PKV - endlich Versicherungsschutz für psychisch Kranke
BPtK unterstützt Einigung auf PKV-Basistarif in der Gesundheitsreform
Die meisten privaten Krankenversicherer schließen psychisch Kranke aus - das ist das Ergebnis einer aktuellen Umfrage der Bundespsychotherapeutenkammer (BPtK). 40 von 48 Unternehmen, die im Verband der privaten Krankenversicherung (PKV) organisiert sind, nehmen grundsätzlich keine psychisch kranken Menschen auf, die übrigen acht machten hierzu keine oder keine eindeutigen Aussagen.
"Diese erschreckende Bilanz macht deutlich, wie wichtig es ist, die PKV zu einem "Basistarif" ohne individuelle Risikoprüfung zu verpflichten", erklärte Prof. Dr. Rainer Richter, Präsident der BPtK. "Bisher kann in Einzelfällen schon eine Konsultation bei einem Psychotherapeuten oder Psychiater dazu führen, dass ein Patient als nicht versicherungsfähig eingestuft wird. Die Gesundheitsreform sollte hier unbedingt korrigierend eingreifen, damit die PKV ihre Risikoselektion zu Lasten psychisch Kranker beendet."
Potenziell sind Millionen von Versicherten betroffen: Psychische Störungen entwickeln sich zu einer der größten gesundheitspolitischen Herausforderungen der kommenden Jahrzehnte. Nach den Ergebnissen des Bundesgesundheitssurveys 2004 erkrankt etwa jeder dritte Erwachsene im Laufe eines Jahres an einer psychischen Störung. Das sind über 16 Millionen erwachsene Menschen pro Jahr. "Die PKV schließt eine riesige Gruppe von Patienten aus ihrem Versicherungsschutz gezielt aus", kritisierte BPtK-Präsident Rainer Richter.

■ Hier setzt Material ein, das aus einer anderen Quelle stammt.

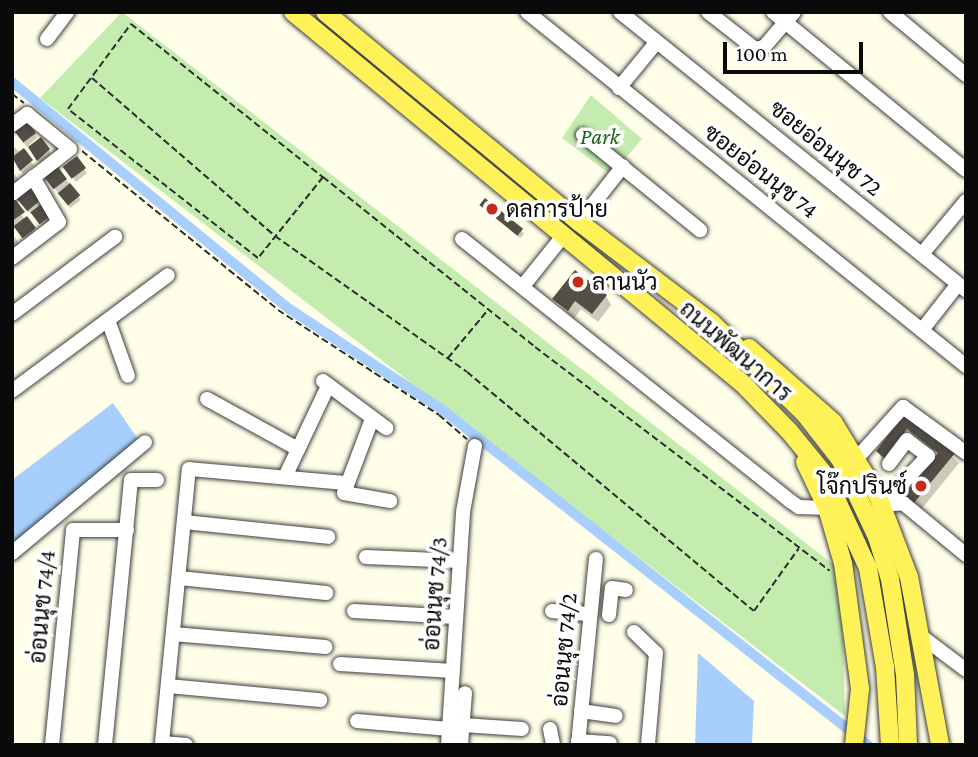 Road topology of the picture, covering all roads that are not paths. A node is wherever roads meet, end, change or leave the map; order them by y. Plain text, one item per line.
1 (67, 12) edge
2 (293, 12) edge
3 (325, 12) edge
4 (527, 12) edge
5 (620, 12) edge
6 (708, 12) edge
7 (773, 12) edge
8 (890, 12) edge
9 (790, 17) edge
10 (47, 39) dead end
11 (656, 43) junction
12 (966, 75) edge
13 (619, 88) junction
14 (12, 125) edge
15 (583, 135) dead end
16 (622, 166) junction
17 (966, 170) edge
18 (33, 177) junction
19 (12, 194) edge
20 (966, 201) edge
21 (579, 222) junction
22 (700, 230) dead end
23 (563, 236) junction
24 (115, 237) dead end
25 (462, 239) dead end
26 (922, 254) junction
27 (12, 258) edge
28 (168, 275) dead end
29 (523, 286) junction
30 (962, 287) edge
31 (12, 314) edge
32 (108, 320) junction
33 (712, 323) junction
34 (922, 330) junction
35 (966, 366) edge
36 (128, 376) dead end
37 (12, 391) edge
38 (207, 399) dead end
39 (372, 419) junction
40 (386, 428) dead end
41 (789, 431) junction
42 (145, 442) dead end
43 (475, 446) road end
44 (298, 449) junction
45 (966, 453) edge
46 (857, 458) junction
47 (889, 464) dead end
48 (285, 477) junction
49 (157, 480) dead end
50 (346, 483) junction
51 (390, 500) dead end
52 (882, 505) junction
53 (827, 508) junction
54 (184, 522) junction
55 (127, 530) junction
56 (328, 537) dead end
57 (12, 553) edge
58 (966, 555) edge
59 (366, 556) dead end
60 (596, 559) dead end
61 (460, 561) junction
62 (179, 578) junction
63 (626, 590) dead end
64 (326, 593) dead end
65 (354, 611) dead end
66 (552, 611) dead end
67 (590, 613) junction
68 (456, 617) junction
69 (634, 632) dead end
70 (173, 634) junction
71 (920, 636) junction
72 (325, 647) dead end
73 (340, 664) dead end
74 (966, 670) edge
75 (453, 671) junction
76 (168, 686) junction
77 (465, 693) dead end
78 (860, 697) junction
79 (320, 701) dead end
80 (581, 711) junction
81 (616, 716) dead end
82 (357, 721) dead end
83 (456, 727) junction
84 (522, 729) dead end
85 (550, 729) dead end
86 (885, 740) edge
87 (578, 743) edge
88 (610, 743) dead end
89 (162, 744) edge
90 (52, 745) edge
91 (105, 745) edge
92 (187, 745) edge
93 (448, 745) edge
94 (461, 745) edge
95 (553, 745) edge
96 (648, 745) edge
97 (854, 745) edge
98 (863, 745) edge
99 (908, 745) edge
100 (941, 745) edge

1 - 10 street
2 - 23 main road, ถนนพัฒนาการ
3 - 21 main road, ถนนพัฒนาการ
4 - 13 street, ซอยอ่อนนุช 74
5 - 11 street, ซอยอ่อนนุช 72
6 - 9 street
7 - 9 street
8 - 12 street
9 - 17 street
11 - 13 street
11 - 26 street, ซอยอ่อนนุช 72
13 - 34 street, ซอยอ่อนนุช 74
14 - 18 street
15 - 16 street
16 - 21 street
16 - 22 street
18 - 19 street
18 - 27 street
20 - 26 street
21 - 33 main road, ถนนพัฒนาการ
23 - 29 street
23 - 41 main road, ถนนพัฒนาการ
24 - 31 street
25 - 29 street
26 - 30 street, ซอยอ่อนนุช 72
28 - 32 street
29 - 53 street
30 - 34 street
32 - 36 street
32 - 37 street
33 - 46 main road
33 - 99 main road, ถนนพัฒนาการ
34 - 35 street, ซอยอ่อนนุช 74
38 - 44 street
39 - 40 street
39 - 44 street
39 - 50 street
41 - 53 main road
41 - 86 main road, ถนนพัฒนาการ
42 - 57 street
43 - 61 street, อ่อนนุช 74/3
44 - 48 street
45 - 46 street
46 - 52 main road
47 - 52 street
48 - 50 street
48 - 54 street
49 - 55 street
50 - 51 street
52 - 58 street
52 - 71 main road
53 - 78 main road
54 - 56 street
54 - 62 street
55 - 90 street, อ่อนนุช 74/4
55 - 91 street
59 - 61 street
60 - 67 street, อ่อนนุช 74/2
61 - 68 street, อ่อนนุช 74/3
62 - 64 street
62 - 70 street
63 - 67 street
65 - 68 street
66 - 67 street
67 - 80 street, อ่อนนุช 74/2
68 - 75 street, อ่อนนุช 74/3
69 - 96 street
70 - 72 street
70 - 76 street
71 - 74 street
71 - 100 main road
73 - 75 street
75 - 83 street, อ่อนนุช 74/3
76 - 79 street
76 - 89 street
77 - 83 street
78 - 97 main road
78 - 98 main road
80 - 81 street
80 - 87 street, อ่อนนุช 74/2
82 - 83 street
83 - 84 street
83 - 93 street, อ่อนนุช 74/3
83 - 94 street
85 - 95 street
87 - 88 street
89 - 92 street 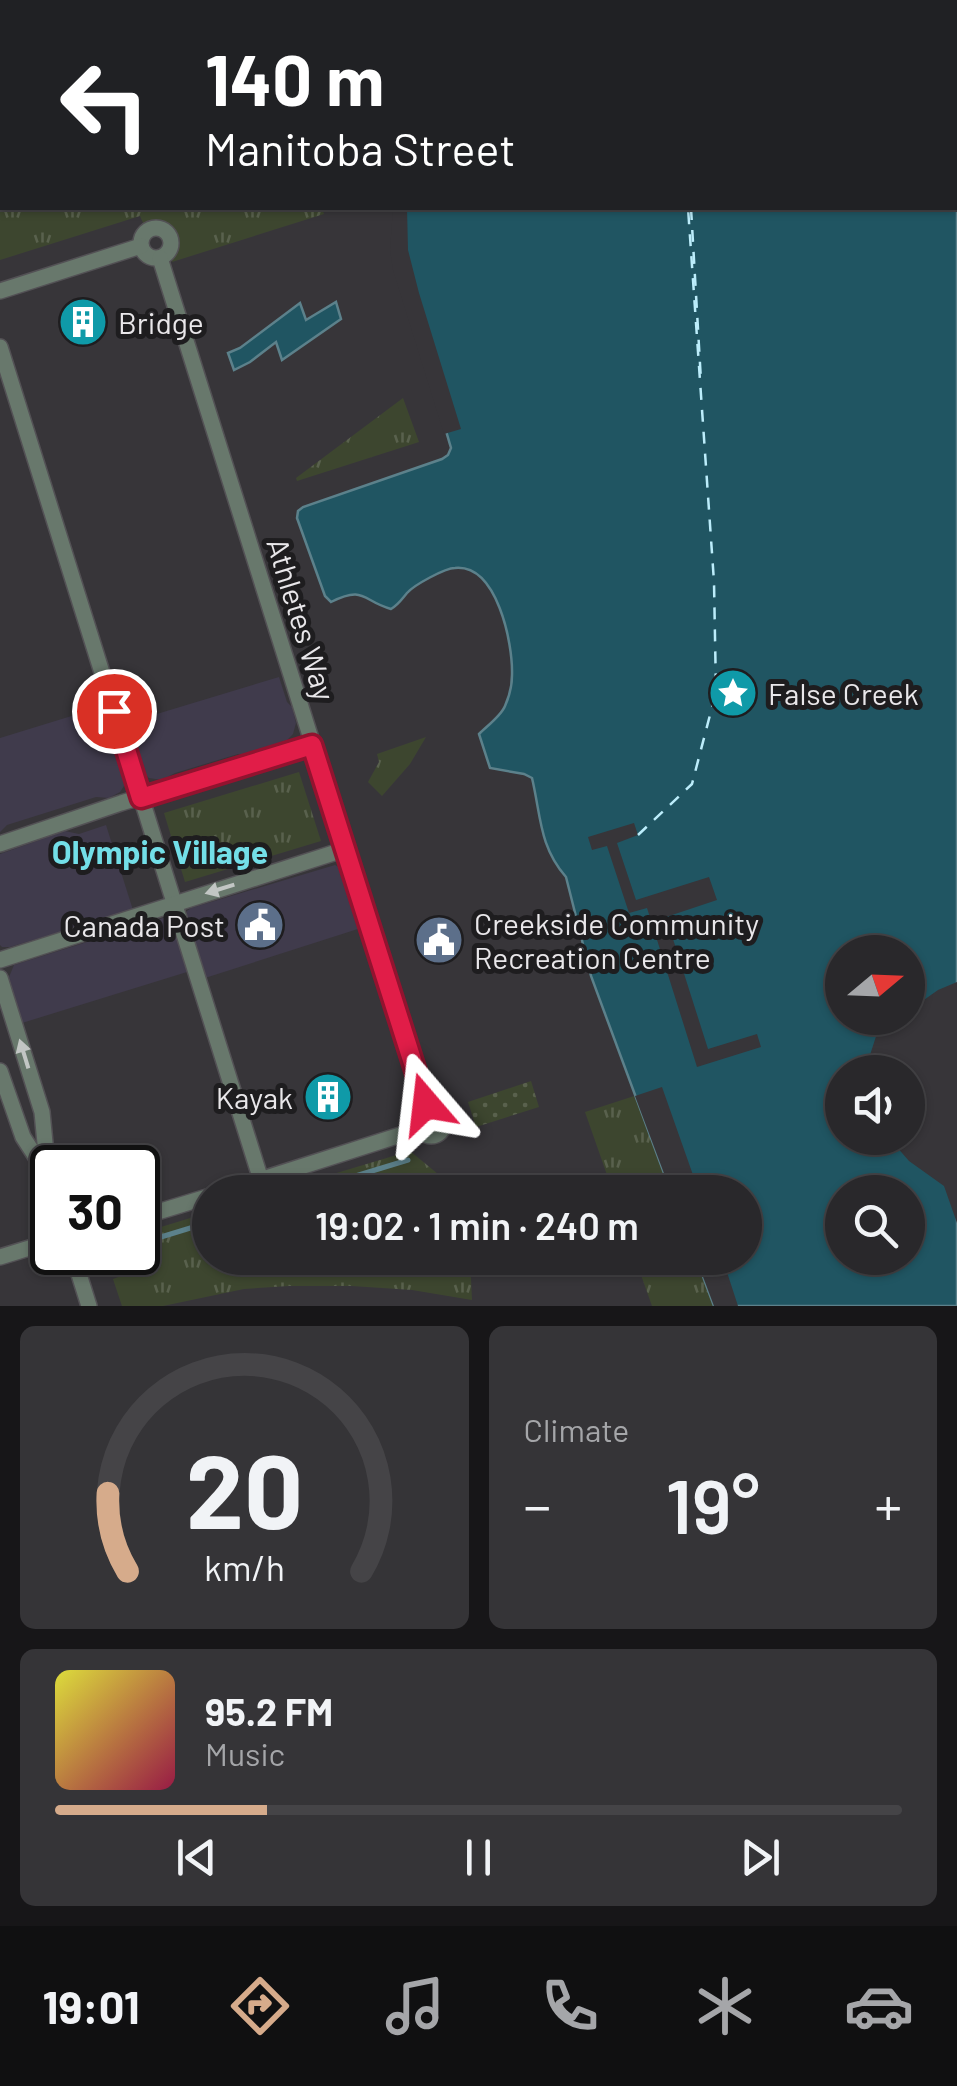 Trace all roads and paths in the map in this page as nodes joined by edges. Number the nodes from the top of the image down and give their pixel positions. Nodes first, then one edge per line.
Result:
1 (141, 246) junction
2 (160, 258) junction
3 (0, 291) edge
4 (0, 347) edge
5 (312, 745) junction
6 (141, 798) junction
7 (0, 844) edge
8 (346, 850) junction
9 (174, 904) junction
10 (0, 960) edge
11 (0, 978) edge
12 (0, 1071) edge
13 (46, 1145) edge
14 (30, 1148) edge
15 (259, 1175) edge
16 (276, 1175) edge
17 (192, 1202) edge
18 (160, 1211) edge
19 (30, 1248) edge
20 (0, 1257) edge
21 (79, 1275) edge
22 (89, 1306) edge

1 - 2 street
1 - 2 street
1 - 3 street
2 - 5 street, Athletes Way
4 - 6 street
5 - 6 street
5 - 8 street, Athletes Way
6 - 7 street
6 - 9 street
8 -> 9 street
8 - 16 street, Athletes Way
9 - 10 street
9 - 15 street
13 -> 11 street
12 - 14 street
17 - 18 street
19 - 20 street
21 - 22 street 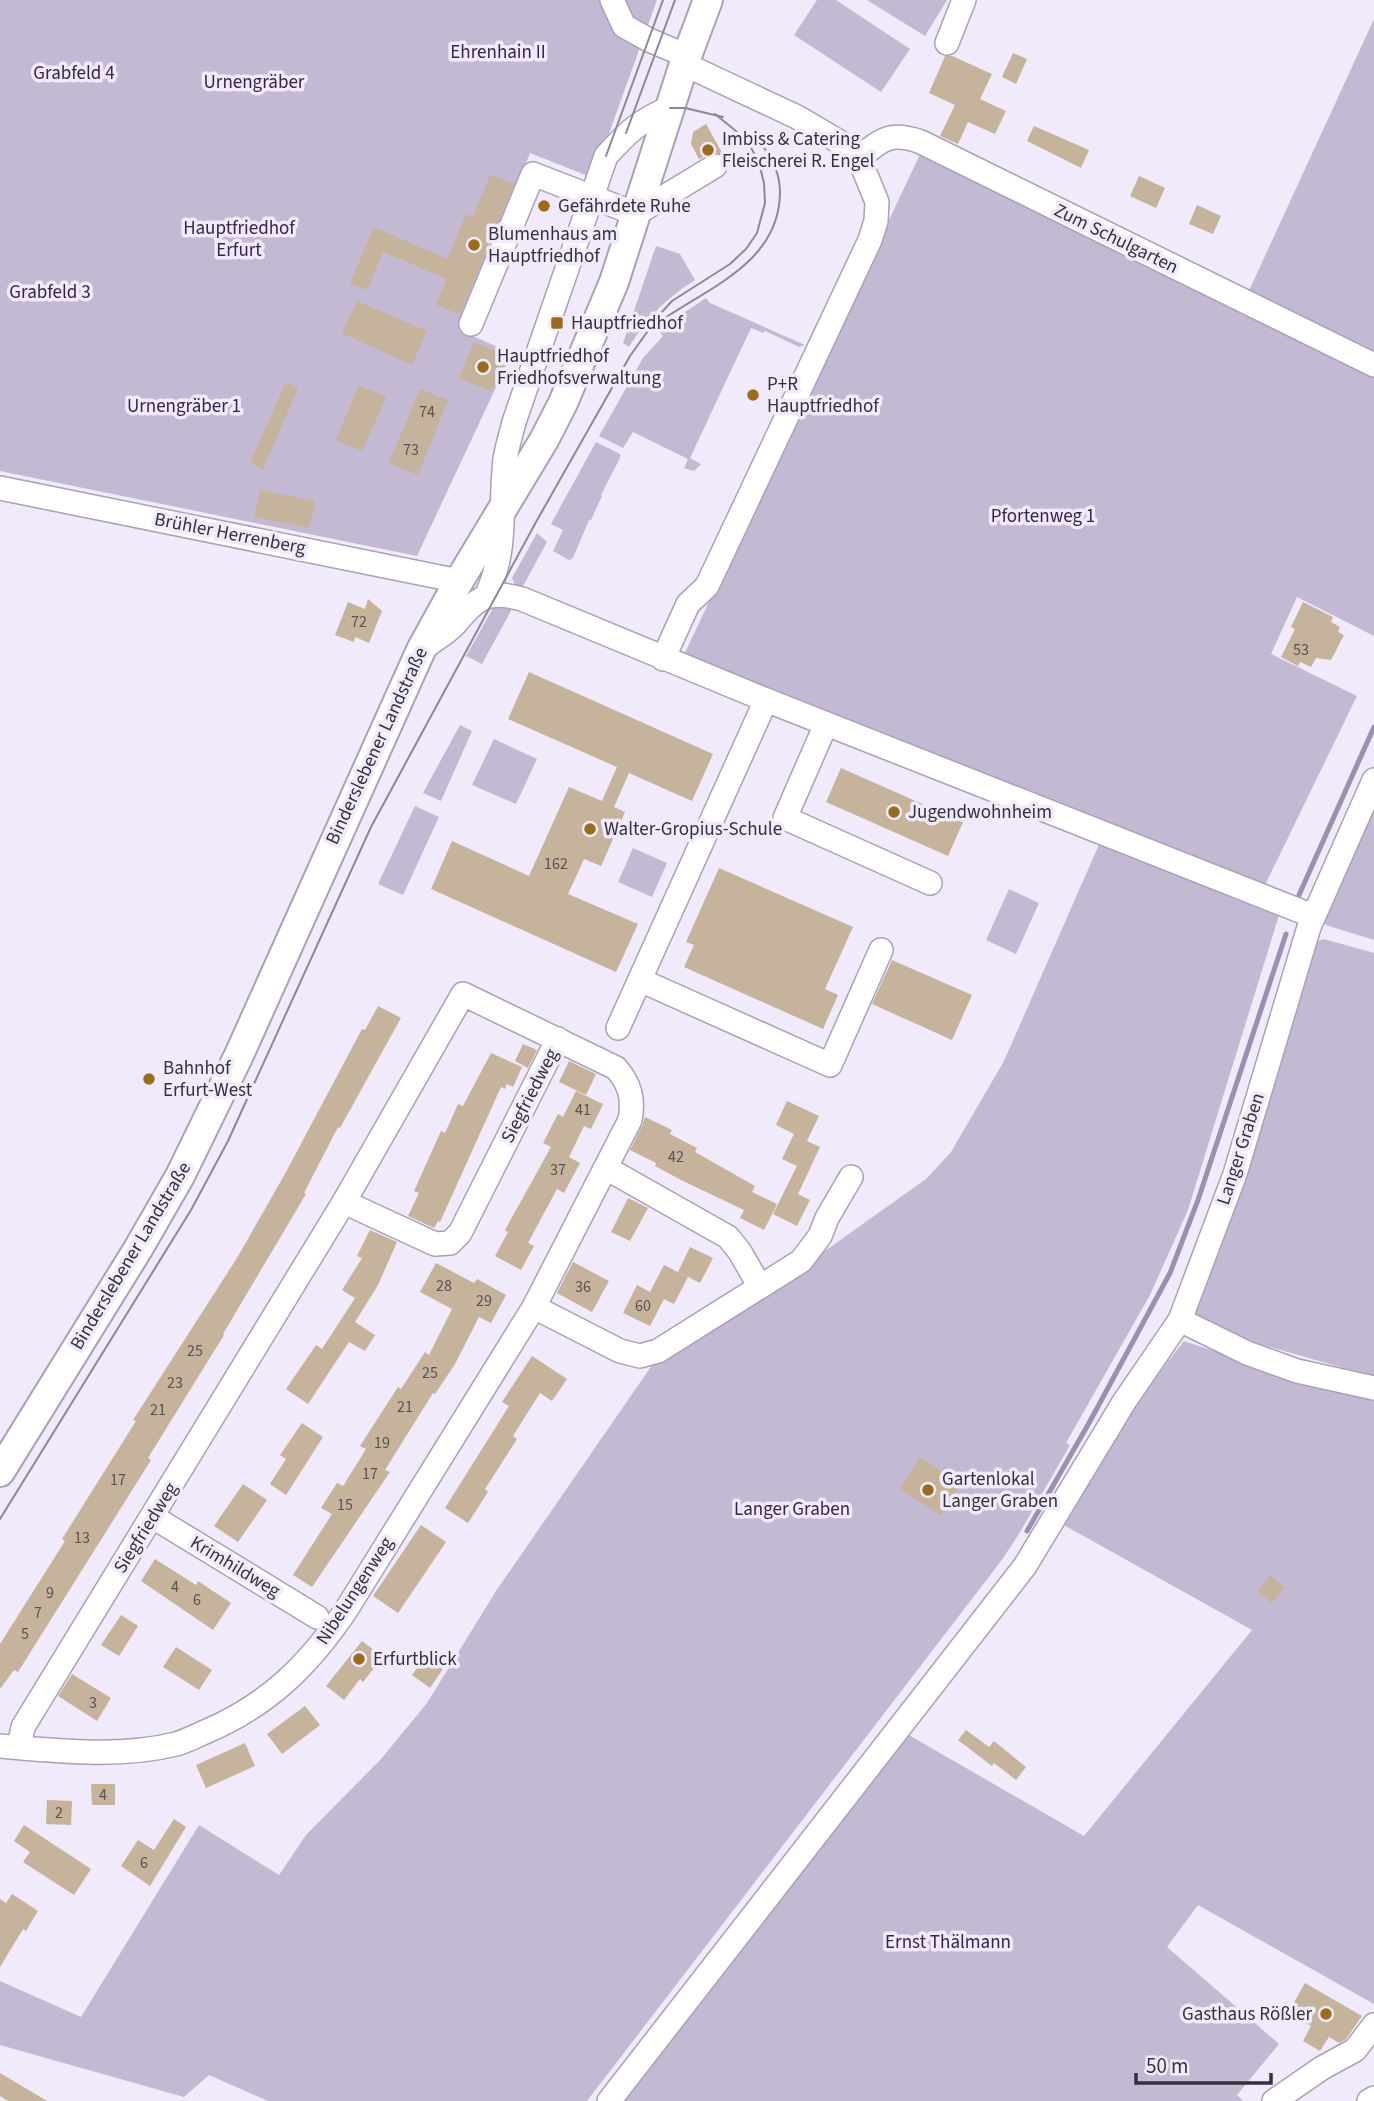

Neun private Krankenversicherungen lehnten die Aufnahme sogar dann ab, wenn die psychische Erkrankung erfolgreich behandelt wurde und schon Jahre zurückliegt. "Diese Privatversicherungen behandeln psychisch Kranke wie Aussätzige", stellte Richter fest. Doch auch der Rest der privaten Krankenversicherungen baut hohe Hürden, um sich schlechte Risiken vom Hals zu halten: Etwa die Hälfte der PKV-Unternehmen nehmen zwar Personen auf, die bereits einmal psychisch erkrankt sind. Diese Erkrankung muss aber häufig mehr als fünf bis zehn Jahre zurückliegen. Wer in der Schule mit Ritalin (ADHS) behandelt wurde, als Mädchen magersüchtig oder als Jugendlicher aufgrund aggressiven Verhaltens auffällig war, gefährdet schon in jungen Jahren seine Versicherungsfähigkeit bei der PKV. "Schon bei 20- bis 30jährigen betreibt die PKV massive Risikoselektion", erläuterte der BPtK-Präsident. "Wenn die PKV von maßgeschneidertem Versicherungsschutz spricht, kann sie dabei nicht ihre Versicherten im Auge haben. Wer seinen Versicherungsschutz so drastisch beschneidet, stellt seine eigene Existenzberechtigung in Frage."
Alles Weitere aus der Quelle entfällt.